Problem to work on: Each line of the listing below that includes "edges" should be reported.

Supplied material:
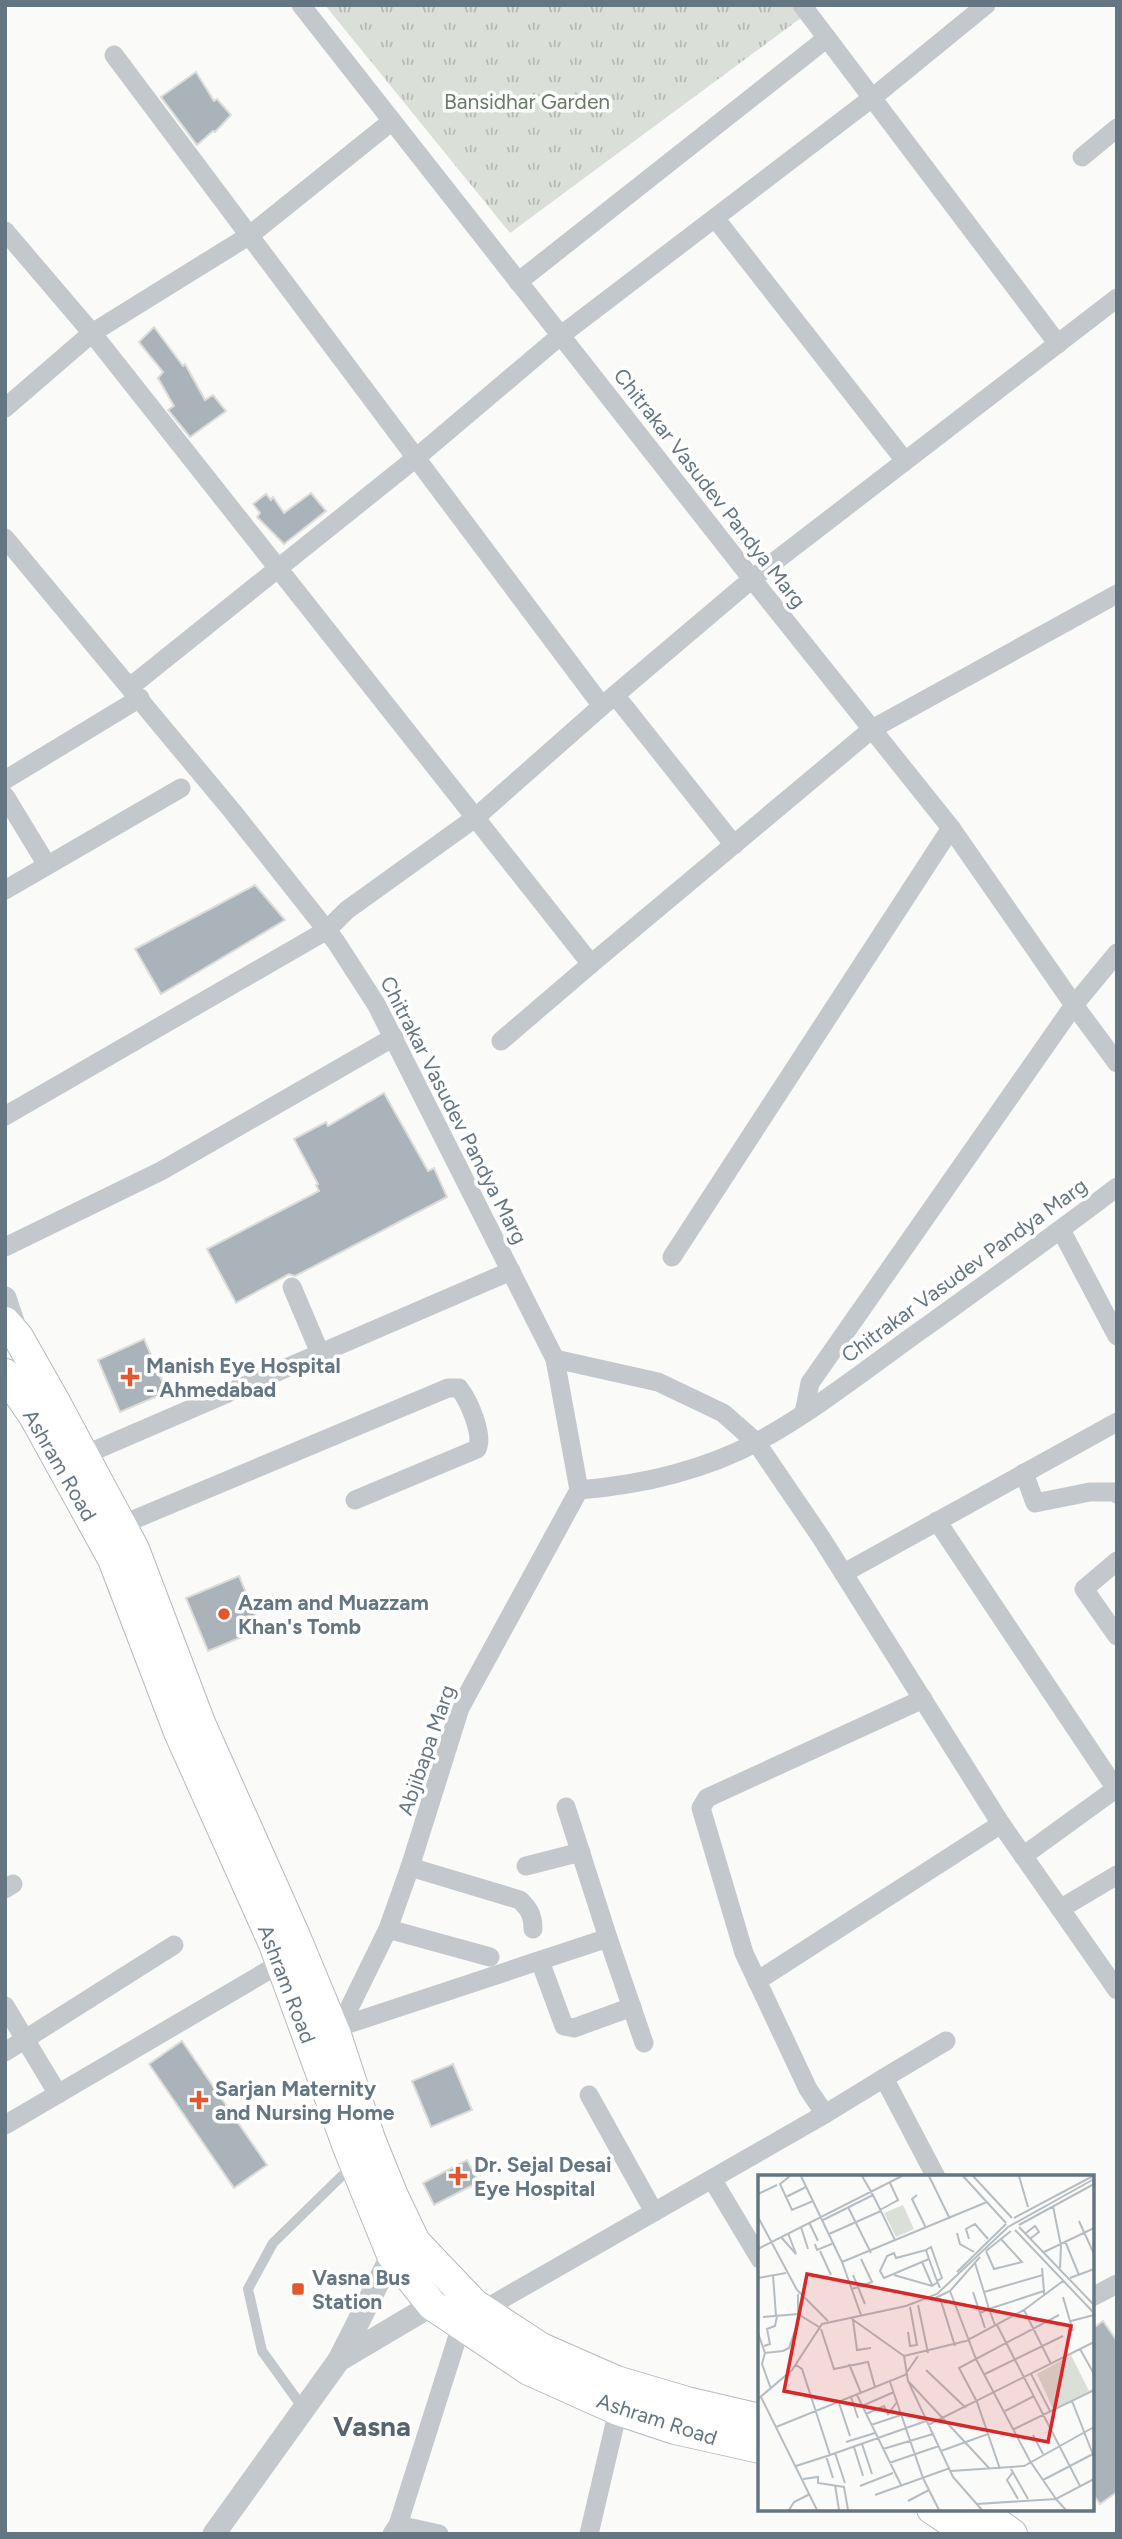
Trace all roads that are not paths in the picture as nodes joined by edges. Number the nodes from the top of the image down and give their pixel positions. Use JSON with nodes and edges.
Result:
{"nodes":[{"id":1,"x":301,"y":5,"type":"edge"},
{"id":2,"x":802,"y":5,"type":"edge"},
{"id":3,"x":986,"y":5,"type":"edge"},
{"id":4,"x":827,"y":38,"type":"junction"},
{"id":5,"x":114,"y":55,"type":"dead end"},
{"id":6,"x":872,"y":98,"type":"junction"},
{"id":7,"x":392,"y":121,"type":"junction"},
{"id":8,"x":1117,"y":128,"type":"edge"},
{"id":9,"x":1082,"y":157,"type":"dead end"},
{"id":10,"x":715,"y":218,"type":"junction"},
{"id":11,"x":5,"y":231,"type":"edge"},
{"id":12,"x":250,"y":234,"type":"junction"},
{"id":13,"x":518,"y":282,"type":"junction"},
{"id":14,"x":1117,"y":298,"type":"edge"},
{"id":15,"x":92,"y":333,"type":"junction"},
{"id":16,"x":560,"y":335,"type":"junction"},
{"id":17,"x":1058,"y":344,"type":"junction"},
{"id":18,"x":5,"y":408,"type":"edge"},
{"id":19,"x":417,"y":457,"type":"junction"},
{"id":20,"x":905,"y":461,"type":"junction"},
{"id":21,"x":5,"y":538,"type":"edge"},
{"id":22,"x":278,"y":567,"type":"junction"},
{"id":23,"x":751,"y":579,"type":"junction"},
{"id":24,"x":1117,"y":594,"type":"edge"},
{"id":25,"x":135,"y":693,"type":"junction"},
{"id":26,"x":608,"y":700,"type":"junction"},
{"id":27,"x":873,"y":729,"type":"junction"},
{"id":28,"x":5,"y":780,"type":"edge"},
{"id":29,"x":181,"y":788,"type":"dead end"},
{"id":30,"x":5,"y":796,"type":"edge"},
{"id":31,"x":475,"y":818,"type":"junction"},
{"id":32,"x":951,"y":828,"type":"junction"},
{"id":33,"x":734,"y":845,"type":"junction"},
{"id":34,"x":47,"y":865,"type":"junction"},
{"id":35,"x":5,"y":890,"type":"edge"},
{"id":36,"x":327,"y":930,"type":"junction"},
{"id":37,"x":1117,"y":953,"type":"edge"},
{"id":38,"x":591,"y":964,"type":"junction"},
{"id":39,"x":1074,"y":1005,"type":"junction"},
{"id":40,"x":394,"y":1037,"type":"junction"},
{"id":41,"x":500,"y":1041,"type":"dead end"},
{"id":42,"x":1117,"y":1063,"type":"edge"},
{"id":43,"x":5,"y":1116,"type":"edge"},
{"id":44,"x":1117,"y":1187,"type":"edge"},
{"id":45,"x":1061,"y":1230,"type":"junction"},
{"id":46,"x":5,"y":1247,"type":"edge"},
{"id":47,"x":672,"y":1257,"type":"dead end"},
{"id":48,"x":511,"y":1271,"type":"junction"},
{"id":49,"x":292,"y":1287,"type":"dead end"},
{"id":50,"x":5,"y":1297,"type":"edge"},
{"id":51,"x":12,"y":1329,"type":"edge"},
{"id":52,"x":1117,"y":1336,"type":"edge"},
{"id":53,"x":320,"y":1353,"type":"junction"},
{"id":54,"x":555,"y":1359,"type":"junction"},
{"id":55,"x":5,"y":1374,"type":"edge"},
{"id":56,"x":804,"y":1413,"type":"junction"},
{"id":57,"x":1117,"y":1422,"type":"edge"},
{"id":58,"x":756,"y":1442,"type":"junction"},
{"id":59,"x":82,"y":1456,"type":"junction"},
{"id":60,"x":1024,"y":1473,"type":"junction"},
{"id":61,"x":579,"y":1490,"type":"junction"},
{"id":62,"x":1117,"y":1494,"type":"edge"},
{"id":63,"x":355,"y":1500,"type":"dead end"},
{"id":64,"x":937,"y":1521,"type":"junction"},
{"id":65,"x":121,"y":1525,"type":"junction"},
{"id":66,"x":1117,"y":1561,"type":"edge"},
{"id":67,"x":844,"y":1573,"type":"junction"},
{"id":68,"x":1117,"y":1636,"type":"edge"},
{"id":69,"x":923,"y":1699,"type":"junction"},
{"id":70,"x":1116,"y":1788,"type":"edge"},
{"id":71,"x":566,"y":1808,"type":"dead end"},
{"id":72,"x":1001,"y":1825,"type":"junction"},
{"id":73,"x":581,"y":1852,"type":"junction"},
{"id":74,"x":1023,"y":1856,"type":"junction"},
{"id":75,"x":526,"y":1866,"type":"dead end"},
{"id":76,"x":410,"y":1867,"type":"junction"},
{"id":77,"x":1117,"y":1875,"type":"edge"},
{"id":78,"x":1060,"y":1909,"type":"junction"},
{"id":79,"x":388,"y":1929,"type":"junction"},
{"id":80,"x":533,"y":1929,"type":"dead end"},
{"id":81,"x":608,"y":1938,"type":"junction"},
{"id":82,"x":174,"y":1945,"type":"dead end"},
{"id":83,"x":490,"y":1957,"type":"dead end"},
{"id":84,"x":540,"y":1961,"type":"junction"},
{"id":85,"x":281,"y":1963,"type":"junction"},
{"id":86,"x":757,"y":1981,"type":"junction"},
{"id":87,"x":1117,"y":1990,"type":"edge"},
{"id":88,"x":5,"y":2006,"type":"edge"},
{"id":89,"x":632,"y":2007,"type":"junction"},
{"id":90,"x":339,"y":2031,"type":"junction"},
{"id":91,"x":25,"y":2039,"type":"junction"},
{"id":92,"x":946,"y":2042,"type":"dead end"},
{"id":93,"x":644,"y":2043,"type":"dead end"},
{"id":94,"x":5,"y":2052,"type":"edge"},
{"id":95,"x":884,"y":2078,"type":"junction"},
{"id":96,"x":58,"y":2094,"type":"junction"},
{"id":97,"x":589,"y":2095,"type":"dead end"},
{"id":98,"x":825,"y":2114,"type":"junction"},
{"id":99,"x":5,"y":2125,"type":"edge"},
{"id":100,"x":355,"y":2164,"type":"junction"},
{"id":101,"x":935,"y":2175,"type":"edge"},
{"id":102,"x":712,"y":2179,"type":"junction"},
{"id":103,"x":654,"y":2212,"type":"junction"},
{"id":104,"x":404,"y":2249,"type":"junction"},
{"id":105,"x":758,"y":2256,"type":"edge"},
{"id":106,"x":1117,"y":2284,"type":"edge"},
{"id":107,"x":456,"y":2285,"type":"junction"},
{"id":108,"x":1094,"y":2296,"type":"edge"},
{"id":109,"x":432,"y":2305,"type":"junction"},
{"id":110,"x":472,"y":2318,"type":"junction"},
{"id":111,"x":339,"y":2360,"type":"junction"},
{"id":112,"x":622,"y":2397,"type":"junction"},
{"id":113,"x":303,"y":2409,"type":"junction"},
{"id":114,"x":758,"y":2419,"type":"edge"},
{"id":115,"x":758,"y":2448,"type":"edge"},
{"id":116,"x":936,"y":2511,"type":"edge"},
{"id":117,"x":980,"y":2511,"type":"edge"},
{"id":118,"x":395,"y":2529,"type":"edge"},
{"id":119,"x":214,"y":2534,"type":"edge"},
{"id":120,"x":439,"y":2534,"type":"edge"},
{"id":121,"x":589,"y":2534,"type":"edge"},
{"id":122,"x":970,"y":2534,"type":"edge"},
{"id":123,"x":1012,"y":2534,"type":"edge"}],
"edges":[{"from":1,"to":7,"type":"street","name":"Chitrakar Vasudev Pandya Marg"},
{"from":2,"to":4,"type":"street"},
{"from":3,"to":6,"type":"street"},
{"from":4,"to":6,"type":"street"},
{"from":4,"to":13,"type":"street"},
{"from":5,"to":12,"type":"street"},
{"from":6,"to":10,"type":"street"},
{"from":6,"to":17,"type":"street"},
{"from":7,"to":12,"type":"street"},
{"from":7,"to":13,"type":"street","name":"Chitrakar Vasudev Pandya Marg"},
{"from":8,"to":9,"type":"street"},
{"from":10,"to":16,"type":"street"},
{"from":10,"to":20,"type":"street"},
{"from":11,"to":15,"type":"street"},
{"from":12,"to":15,"type":"street"},
{"from":12,"to":19,"type":"street"},
{"from":13,"to":16,"type":"street","name":"Chitrakar Vasudev Pandya Marg"},
{"from":14,"to":17,"type":"street"},
{"from":15,"to":18,"type":"street"},
{"from":15,"to":22,"type":"street"},
{"from":16,"to":19,"type":"street"},
{"from":16,"to":23,"type":"street","name":"Chitrakar Vasudev Pandya Marg"},
{"from":17,"to":20,"type":"street"},
{"from":19,"to":22,"type":"street"},
{"from":19,"to":26,"type":"street"},
{"from":20,"to":23,"type":"street"},
{"from":21,"to":25,"type":"street","name":"Chitrakar Vasudev Pandya Marg"},
{"from":22,"to":25,"type":"street"},
{"from":22,"to":31,"type":"street"},
{"from":23,"to":26,"type":"street"},
{"from":23,"to":27,"type":"street","name":"Chitrakar Vasudev Pandya Marg"},
{"from":24,"to":27,"type":"street"},
{"from":25,"to":28,"type":"street"},
{"from":25,"to":36,"type":"street","name":"Chitrakar Vasudev Pandya Marg"},
{"from":26,"to":31,"type":"street"},
{"from":26,"to":33,"type":"street"},
{"from":27,"to":32,"type":"street","name":"Chitrakar Vasudev Pandya Marg"},
{"from":27,"to":33,"type":"street"},
{"from":29,"to":34,"type":"street"},
{"from":30,"to":34,"type":"street"},
{"from":31,"to":36,"type":"street"},
{"from":31,"to":38,"type":"street"},
{"from":32,"to":39,"type":"street","name":"Chitrakar Vasudev Pandya Marg"},
{"from":32,"to":47,"type":"street"},
{"from":33,"to":38,"type":"street"},
{"from":34,"to":35,"type":"street"},
{"from":36,"to":40,"type":"street","name":"Chitrakar Vasudev Pandya Marg"},
{"from":36,"to":43,"type":"street"},
{"from":37,"to":39,"type":"street"},
{"from":38,"to":41,"type":"street"},
{"from":39,"to":42,"type":"street","name":"Chitrakar Vasudev Pandya Marg"},
{"from":39,"to":56,"type":"street","name":"Chitrakar Vasudev Pandya Marg"},
{"from":40,"to":46,"type":"street"},
{"from":40,"to":48,"type":"street","name":"Chitrakar Vasudev Pandya Marg"},
{"from":44,"to":45,"type":"street","name":"Chitrakar Vasudev Pandya Marg"},
{"from":45,"to":52,"type":"street"},
{"from":45,"to":56,"type":"street","name":"Chitrakar Vasudev Pandya Marg"},
{"from":48,"to":53,"type":"street"},
{"from":48,"to":54,"type":"street","name":"Chitrakar Vasudev Pandya Marg"},
{"from":49,"to":53,"type":"street"},
{"from":50,"to":51,"type":"street"},
{"from":51,"to":59,"type":"main road","name":"Ashram Road"},
{"from":53,"to":59,"type":"street"},
{"from":54,"to":58,"type":"street"},
{"from":54,"to":61,"type":"street","name":"Chitrakar Vasudev Pandya Marg"},
{"from":55,"to":85,"type":"main road","name":"Ashram Road"},
{"from":56,"to":58,"type":"street","name":"Chitrakar Vasudev Pandya Marg"},
{"from":57,"to":60,"type":"street"},
{"from":58,"to":61,"type":"street","name":"Chitrakar Vasudev Pandya Marg"},
{"from":58,"to":67,"type":"street"},
{"from":59,"to":65,"type":"main road","name":"Ashram Road"},
{"from":60,"to":62,"type":"street"},
{"from":60,"to":64,"type":"street"},
{"from":61,"to":76,"type":"street","name":"Abjibapa Marg"},
{"from":63,"to":65,"type":"street"},
{"from":64,"to":67,"type":"street"},
{"from":64,"to":70,"type":"street"},
{"from":65,"to":90,"type":"main road","name":"Ashram Road"},
{"from":66,"to":68,"type":"street"},
{"from":67,"to":69,"type":"street"},
{"from":69,"to":72,"type":"street"},
{"from":69,"to":86,"type":"street"},
{"from":70,"to":74,"type":"street"},
{"from":71,"to":73,"type":"street"},
{"from":72,"to":74,"type":"street"},
{"from":72,"to":86,"type":"street"},
{"from":73,"to":75,"type":"street"},
{"from":73,"to":81,"type":"street"},
{"from":74,"to":78,"type":"street"},
{"from":76,"to":79,"type":"street","name":"Abjibapa Marg"},
{"from":76,"to":80,"type":"street"},
{"from":77,"to":78,"type":"street"},
{"from":78,"to":87,"type":"street"},
{"from":79,"to":83,"type":"street"},
{"from":79,"to":90,"type":"street","name":"Abjibapa Marg"},
{"from":81,"to":84,"type":"street"},
{"from":81,"to":89,"type":"street"},
{"from":82,"to":91,"type":"street"},
{"from":84,"to":89,"type":"street"},
{"from":84,"to":90,"type":"street"},
{"from":85,"to":96,"type":"street"},
{"from":85,"to":100,"type":"main road","name":"Ashram Road"},
{"from":86,"to":98,"type":"street"},
{"from":88,"to":91,"type":"street"},
{"from":89,"to":93,"type":"street"},
{"from":90,"to":104,"type":"main road","name":"Ashram Road"},
{"from":91,"to":94,"type":"street"},
{"from":91,"to":96,"type":"street"},
{"from":92,"to":95,"type":"street"},
{"from":95,"to":98,"type":"street"},
{"from":95,"to":101,"type":"street"},
{"from":96,"to":99,"type":"street"},
{"from":97,"to":103,"type":"street"},
{"from":98,"to":102,"type":"street"},
{"from":100,"to":104,"type":"main road","name":"Ashram Road"},
{"from":100,"to":113,"type":"lane"},
{"from":102,"to":103,"type":"street"},
{"from":102,"to":105,"type":"street"},
{"from":103,"to":110,"type":"street"},
{"from":104,"to":107,"type":"main road","name":"Ashram Road"},
{"from":104,"to":109,"type":"main road","name":"Ashram Road"},
{"from":104,"to":111,"type":"street"},
{"from":106,"to":108,"type":"street"},
{"from":107,"to":109,"type":"street"},
{"from":107,"to":110,"type":"main road","name":"Ashram Road"},
{"from":109,"to":110,"type":"main road","name":"Ashram Road"},
{"from":109,"to":111,"type":"street"},
{"from":110,"to":112,"type":"main road","name":"Ashram Road"},
{"from":110,"to":118,"type":"street"},
{"from":111,"to":113,"type":"street"},
{"from":112,"to":114,"type":"main road","name":"Ashram Road"},
{"from":112,"to":115,"type":"main road","name":"Ashram Road"},
{"from":112,"to":121,"type":"street"},
{"from":113,"to":119,"type":"street"},
{"from":116,"to":122,"type":"main road"},
{"from":117,"to":123,"type":"main road"},
{"from":118,"to":120,"type":"street"}]}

Problem solution:
Trace all roads that are not paths in the picture as nodes joined by edges. Number the nodes from the top of the image down and give their pixel positions. Use JSON with nodes and edges.
"edges":[{"from":1,"to":7,"type":"street","name":"Chitrakar Vasudev Pandya Marg"},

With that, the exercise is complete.